-- Task goal --
Could you return each line below without altering a word?

[Stored data]

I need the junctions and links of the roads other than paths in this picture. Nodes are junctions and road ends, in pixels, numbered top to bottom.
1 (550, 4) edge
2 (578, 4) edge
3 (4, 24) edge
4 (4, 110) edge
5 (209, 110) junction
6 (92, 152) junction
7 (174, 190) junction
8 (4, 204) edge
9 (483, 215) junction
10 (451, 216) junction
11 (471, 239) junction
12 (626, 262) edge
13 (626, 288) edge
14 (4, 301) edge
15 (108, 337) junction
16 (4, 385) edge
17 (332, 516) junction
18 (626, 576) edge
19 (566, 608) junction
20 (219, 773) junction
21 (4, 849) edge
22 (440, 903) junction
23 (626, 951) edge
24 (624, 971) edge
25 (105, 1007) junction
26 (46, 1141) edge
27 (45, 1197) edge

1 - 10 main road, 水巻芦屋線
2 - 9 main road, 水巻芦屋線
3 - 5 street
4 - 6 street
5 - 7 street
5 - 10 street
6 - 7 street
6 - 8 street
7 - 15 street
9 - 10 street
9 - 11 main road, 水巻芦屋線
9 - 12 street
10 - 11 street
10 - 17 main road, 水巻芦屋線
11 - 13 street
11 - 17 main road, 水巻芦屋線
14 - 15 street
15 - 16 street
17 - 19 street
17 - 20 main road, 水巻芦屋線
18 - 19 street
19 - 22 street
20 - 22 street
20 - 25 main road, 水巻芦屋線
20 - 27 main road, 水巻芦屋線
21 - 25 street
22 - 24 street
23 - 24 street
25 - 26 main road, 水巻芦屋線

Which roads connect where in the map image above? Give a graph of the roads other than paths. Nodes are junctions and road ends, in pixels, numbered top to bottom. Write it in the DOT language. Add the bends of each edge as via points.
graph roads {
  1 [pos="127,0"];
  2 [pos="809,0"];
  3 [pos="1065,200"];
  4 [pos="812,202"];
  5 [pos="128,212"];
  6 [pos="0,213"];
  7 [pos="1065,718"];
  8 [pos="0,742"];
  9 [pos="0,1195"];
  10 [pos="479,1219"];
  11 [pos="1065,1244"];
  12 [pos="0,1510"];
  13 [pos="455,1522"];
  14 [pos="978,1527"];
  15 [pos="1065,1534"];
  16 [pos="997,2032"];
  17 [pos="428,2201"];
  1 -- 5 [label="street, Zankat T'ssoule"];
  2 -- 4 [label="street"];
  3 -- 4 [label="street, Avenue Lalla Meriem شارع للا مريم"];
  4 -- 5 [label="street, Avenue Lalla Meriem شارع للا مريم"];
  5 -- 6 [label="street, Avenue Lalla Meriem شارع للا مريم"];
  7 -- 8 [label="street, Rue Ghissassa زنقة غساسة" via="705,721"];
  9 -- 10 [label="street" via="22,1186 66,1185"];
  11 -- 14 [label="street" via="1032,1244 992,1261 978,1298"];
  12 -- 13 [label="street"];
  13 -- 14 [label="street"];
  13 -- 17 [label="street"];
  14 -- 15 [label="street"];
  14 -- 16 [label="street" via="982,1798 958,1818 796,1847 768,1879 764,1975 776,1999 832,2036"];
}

-- Answer section --
I need the junctions and links of the roads other than paths in this picture. Nodes are junctions and road ends, in pixels, numbered top to bottom.
1 (550, 4) edge
2 (578, 4) edge
3 (4, 24) edge
4 (4, 110) edge
5 (209, 110) junction
6 (92, 152) junction
7 (174, 190) junction
8 (4, 204) edge
9 (483, 215) junction
10 (451, 216) junction
11 (471, 239) junction
12 (626, 262) edge
13 (626, 288) edge
14 (4, 301) edge
15 (108, 337) junction
16 (4, 385) edge
17 (332, 516) junction
18 (626, 576) edge
19 (566, 608) junction
20 (219, 773) junction
21 (4, 849) edge
22 (440, 903) junction
23 (626, 951) edge
24 (624, 971) edge
25 (105, 1007) junction
26 (46, 1141) edge
27 (45, 1197) edge

1 - 10 main road, 水巻芦屋線
2 - 9 main road, 水巻芦屋線
3 - 5 street
4 - 6 street
5 - 7 street
5 - 10 street
6 - 7 street
6 - 8 street
7 - 15 street
9 - 10 street
9 - 11 main road, 水巻芦屋線
9 - 12 street
10 - 11 street
10 - 17 main road, 水巻芦屋線
11 - 13 street
11 - 17 main road, 水巻芦屋線
14 - 15 street
15 - 16 street
17 - 19 street
17 - 20 main road, 水巻芦屋線
18 - 19 street
19 - 22 street
20 - 22 street
20 - 25 main road, 水巻芦屋線
20 - 27 main road, 水巻芦屋線
21 - 25 street
22 - 24 street
23 - 24 street
25 - 26 main road, 水巻芦屋線

Which roads connect where in the map image above? Give a graph of the roads other than paths. Nodes are junctions and road ends, in pixels, numbered top to bottom. Write it in the DOT language. Add the bends of each edge as via points.
graph roads {
  1 [pos="127,0"];
  2 [pos="809,0"];
  3 [pos="1065,200"];
  4 [pos="812,202"];
  5 [pos="128,212"];
  6 [pos="0,213"];
  7 [pos="1065,718"];
  8 [pos="0,742"];
  9 [pos="0,1195"];
  10 [pos="479,1219"];
  11 [pos="1065,1244"];
  12 [pos="0,1510"];
  13 [pos="455,1522"];
  14 [pos="978,1527"];
  15 [pos="1065,1534"];
  16 [pos="997,2032"];
  17 [pos="428,2201"];
  1 -- 5 [label="street, Zankat T'ssoule"];
  2 -- 4 [label="street"];
  3 -- 4 [label="street, Avenue Lalla Meriem شارع للا مريم"];
  4 -- 5 [label="street, Avenue Lalla Meriem شارع للا مريم"];
  5 -- 6 [label="street, Avenue Lalla Meriem شارع للا مريم"];
  7 -- 8 [label="street, Rue Ghissassa زنقة غساسة" via="705,721"];
  9 -- 10 [label="street" via="22,1186 66,1185"];
  11 -- 14 [label="street" via="1032,1244 992,1261 978,1298"];
  12 -- 13 [label="street"];
  13 -- 14 [label="street"];
  13 -- 17 [label="street"];
  14 -- 15 [label="street"];
  14 -- 16 [label="street" via="982,1798 958,1818 796,1847 768,1879 764,1975 776,1999 832,2036"];
}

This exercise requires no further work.